While isolated older GM engines and vintage products earn genuine praise, the overwhelming community consensus is that modern GM vehicles are unreliable, built with cost-cutting in mind, and unworthy of a buy-it-for-life recommendation.
Older GM engines, particularly the 3800 and LS V8 families, are celebrated for near-indestructible reliability. Some users report exceptional longevity from GM trucks built in the US and Canada, and vintage GM-era Frigidaire appliances are seen as legendary workhorses.
Modern GM vehicles are widely criticized for poor reliability, cost-cutting on components, data harvesting via OnStar, and a corporate culture that prioritizes short-term profit over quality. Multiple commenters describe bad personal experiences leading them to swear off the brand entirely.
A former service advisor with eight years of experience said GM is well down the list from Toyota and Honda in overall reliability, and that Japanese cars are simply better built — a view reinforced by seeing enough breakdowns across brands to know the patterns.
A commenter who worked in automotive manufacturing explained that Toyota's superiority comes from keeping proven components in production long enough to eliminate flaws, while GM's management culture historically punished workers for stopping the line to fix problems, meaning defects were passed on to dealers rather than corrected at the source.

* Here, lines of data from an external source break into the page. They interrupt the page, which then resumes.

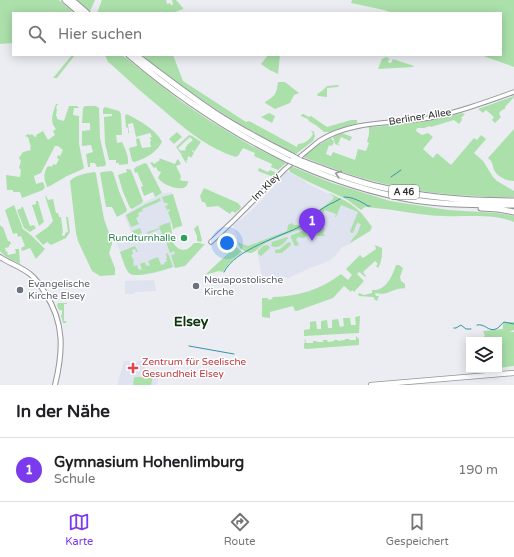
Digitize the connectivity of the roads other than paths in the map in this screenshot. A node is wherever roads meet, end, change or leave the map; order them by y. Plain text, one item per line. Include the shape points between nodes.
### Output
1 (65, 0) edge
2 (72, 0) edge
3 (79, 12) edge
4 (86, 12) edge
5 (130, 56) edge
6 (137, 56) edge
7 (514, 92) edge
8 (325, 137) joint
9 (290, 158) junction
10 (297, 162) junction
11 (514, 201) edge
12 (474, 205) junction
13 (514, 205) edge
14 (514, 212) edge
15 (210, 242) dead end
16 (0, 257) edge
17 (514, 373) edge
18 (55, 385) edge
19 (371, 385) edge

1 - 3 highway
2 - 4 highway
5 - 9 highway, A 46 via 174,91 214,118 260,146
6 - 9 highway, A 46 via 216,114
7 - 8 street, Berliner Allee via 444,115 357,126
8 - 15 street, Im Kley via 285,168
9 - 10 highway, A 46, bridge
11 -> 10 highway, A 46 via 462,200 408,193 357,181
10 - 12 highway, A 46 via 323,175 385,194 415,200
12 - 13 highway, A 46
12 - 14 highway
16 - 18 main road via 32,276 43,289 57,317 61,342
17 - 19 main road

One owner described the GM 3800-powered Buicks as having engines so robust that the car will rust completely away around them before the motor ever gives out — treating it as the one genuine exception to GM's reliability reputation.
A long-time fleet operator noted that their company has never gotten fewer than 300,000 miles out of a US/Canada-built GM truck, suggesting that geography of assembly and type of use matters significantly to longevity outcomes.